Dem eigenen Ego auf die Schliche und ICH BIN DA („Gott“) auf die Spur kommen

Enttrübungen, klare Einsicht durch Achtsamkeit

  Nach der Erleuchtung beginnt die Übung des Alltags, die wahrhaftige Auseinandersetzung mit allen Kräften der eigenen Persönlichkeit, die permanente Klärung des Seelenspiegels.


  Wer vom Gipfel der Wesensschau zurückkehrt, ist vielleicht schockiert darüber, wie schnell er wieder in alte Gewohnheiten schlüpft. Unerledigte Geschäfte, unverarbeitete Seelenanteile, Schattenkräfte können die erlebte Klarheit trüben und und das zurückgewonnene Grund-Vertrauen ins Wanken bringen. Auch nach einer Großen Seinserfahrung bleiben einem Rückfälle in alte Verstrickungen und seelische Erschütterungen nicht erspart.

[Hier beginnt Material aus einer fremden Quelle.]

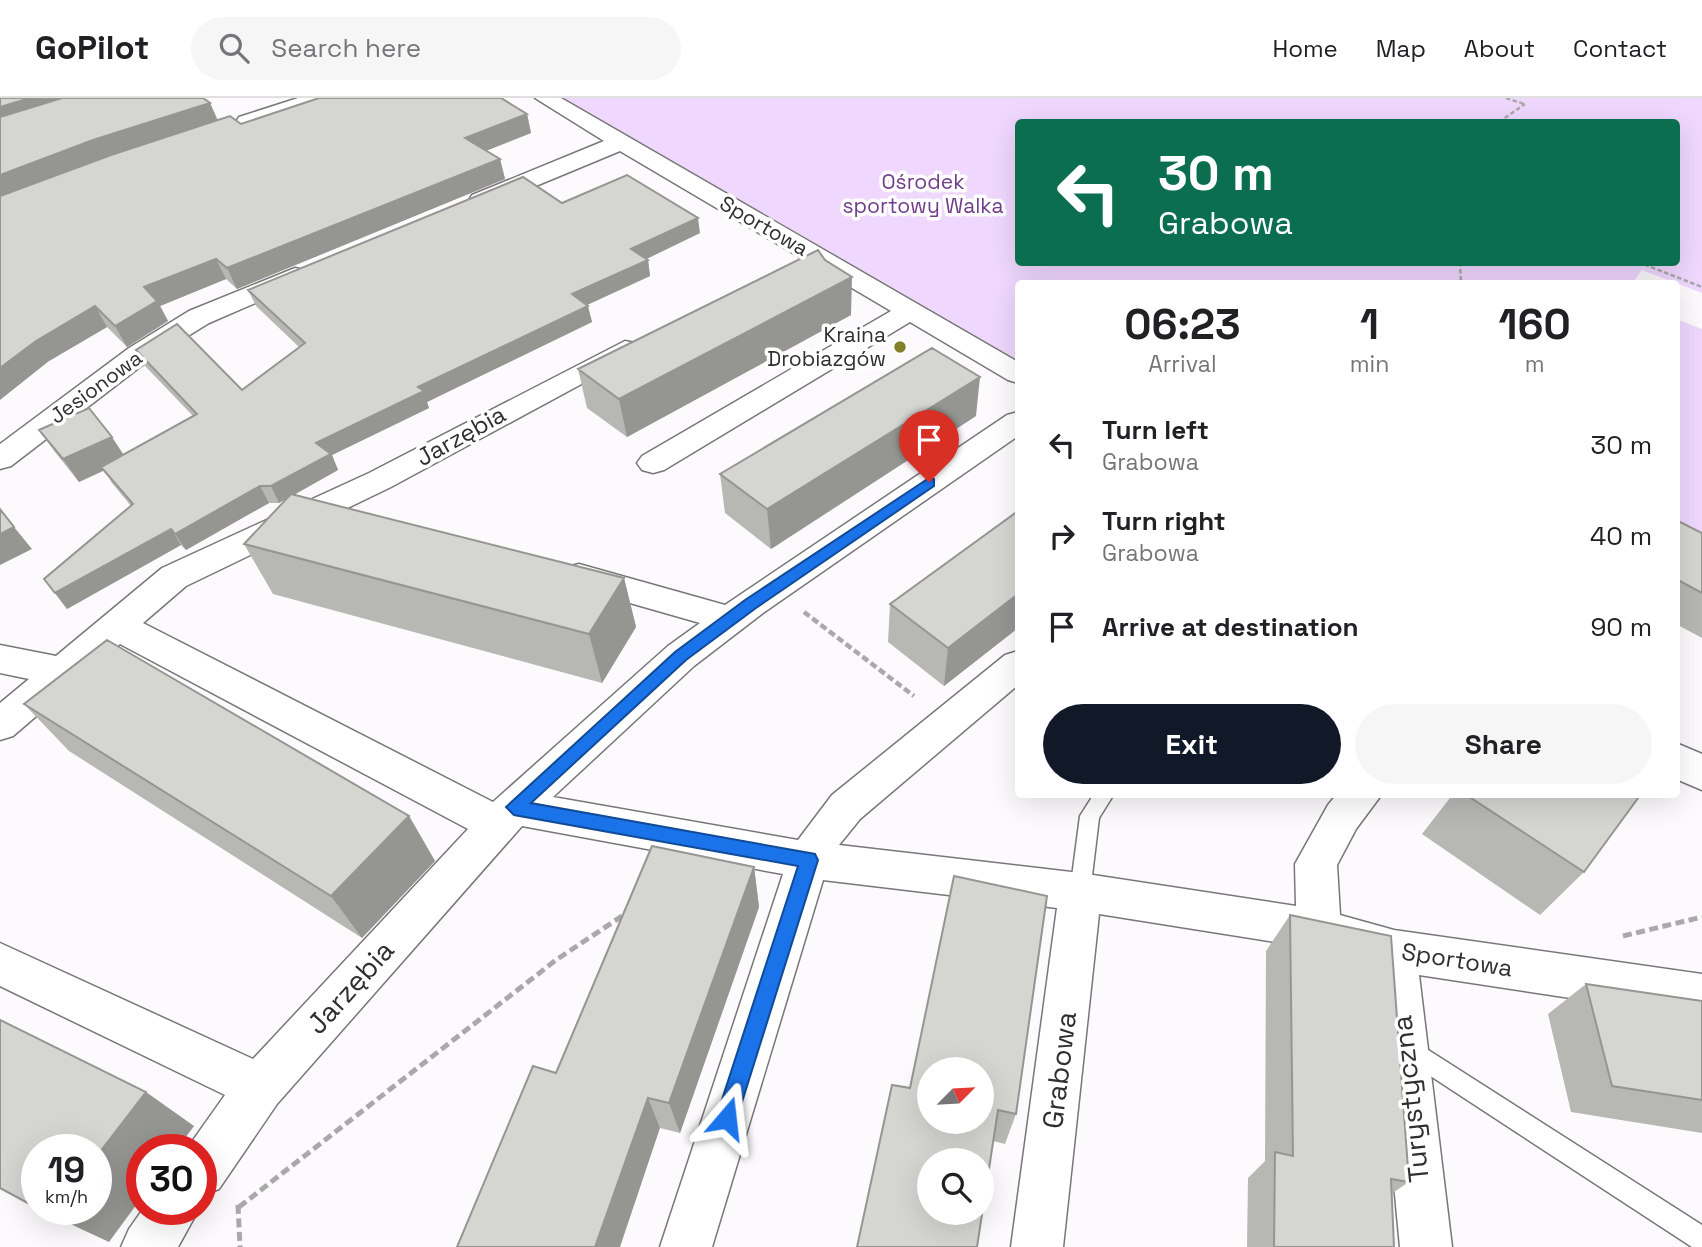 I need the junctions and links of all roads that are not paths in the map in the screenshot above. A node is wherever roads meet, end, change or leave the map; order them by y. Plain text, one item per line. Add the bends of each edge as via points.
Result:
1 (319, 98) edge
2 (546, 98) edge
3 (229, 128) edge
4 (622, 142) junction
5 (456, 210) edge
6 (318, 266) edge
7 (910, 311) junction
8 (652, 335) edge
9 (1015, 372) edge
10 (1015, 424) edge
11 (0, 459) edge
12 (653, 463) dead end
13 (325, 505) junction
14 (377, 520) edge
15 (547, 567) edge
16 (730, 619) junction
17 (116, 625) junction
18 (0, 659) edge
19 (1015, 667) edge
20 (60, 671) junction
21 (0, 725) edge
22 (1680, 761) edge
23 (1702, 774) edge
24 (1102, 798) edge
25 (1359, 798) edge
26 (505, 816) junction
27 (808, 860) junction
28 (1080, 892) junction
29 (1319, 929) junction
30 (1394, 951) junction
31 (0, 964) edge
32 (1702, 996) edge
33 (1404, 1046) junction
34 (260, 1087) junction
35 (217, 1148) edge
36 (163, 1225) edge
37 (1702, 1238) edge
38 (147, 1247) edge
39 (685, 1247) edge
40 (1037, 1247) edge
41 (1426, 1247) edge

1 - 3 street
2 - 4 street, Sportowa
4 - 5 street
4 - 7 street, Sportowa via 801,261
6 - 11 street, Jesionowa via 189,323 139,354
7 - 9 street, Sportowa
7 - 12 street
8 - 13 street, Jarzębia via 380,481
10 - 16 street
13 - 14 street
13 - 17 street, Jarzębia via 174,577
15 - 16 street
16 - 26 street via 681,656
17 - 20 street, Jarzębia
17 - 26 street
18 - 20 street
19 - 27 street via 846,807
20 - 21 street, Jarzębia
22 - 23 street
24 - 28 lane via 1090,816
25 - 29 street via 1342,817 1316,864
26 - 27 street
26 - 34 street, Jarzębia
27 - 28 street
27 - 39 street
28 - 29 street
28 - 40 street, Grabowa
29 - 30 street, Sportowa
30 - 32 street, Sportowa
30 - 33 street, Turystyczna
31 - 34 street
33 - 37 lane
33 - 41 street, Turystyczna
34 - 35 street, Jarzębia
36 - 38 street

  Wie Jesus, Paulus, Antonios oder Buddha muss jeder, der sich entschlossen auf die Suche nach dem Wahren Selbst begeben und auch, wer den Abglanz des Innersten Wesens von Allem schon einmal geschaut hat, den Kampf aufnehmen mit seinen inneren Dämonen. Trotz einer Großen Seinserfahrung bleibt man in der Regel lange Zeit verstrickt in seinen alten Leidenschaften (das, was Leiden schafft: Besitzwollen, Aversionen, Täuschungen). Bis die ausgeprägtesten Formen von Gier, Hass und Angst sich aufgelöst haben, bedarf es eines intensiven klugen spirituellen Trainings, einer langjährigen inneren Reinigung. Zeiten des Rückzugs, der Einkehr und eines alternativen Lebenstils sind dabei unbedingt notwendig, zumal sich etliche „Leidenschaften“ oder „Wurzelsünden“ in unserer westlichen Gesellschaft ein eher positives Image verschafft haben. So gelten Gier nach Besitz, ellbogenhaftes Kämpfen um Erfolg oder die unersättliche Neugierde, die Gier nach kurzzeitigen Events heute weniger als zu meidende Laster, denn als erstrebenswerte Lebensqualitäten. Bedrängender  allerdings als diese „lasterhaften“ Neigungen scheinen heute Zukunftsängste und Depressionen empfunden zu werden.


  Was schon die christlichen Wüstenväter oder Buddha und seine ersten Schüler praktizierten, die Bewusstmachung, die Unterscheidung und Benennung von beängstigenden inneren Mächten, haben in der Moderne Psychologen differenzierter erhellt. Die Psychoanalyse hilft, Verdrängungen von abgelehnten libidinösen Anfälligkeiten  aus dem Unterbewusstsein ins Bewusstsein zu heben, Schatten-Projektionen und Rationalisierungen zu durchschauen und blinde Flecken aufzuhellen.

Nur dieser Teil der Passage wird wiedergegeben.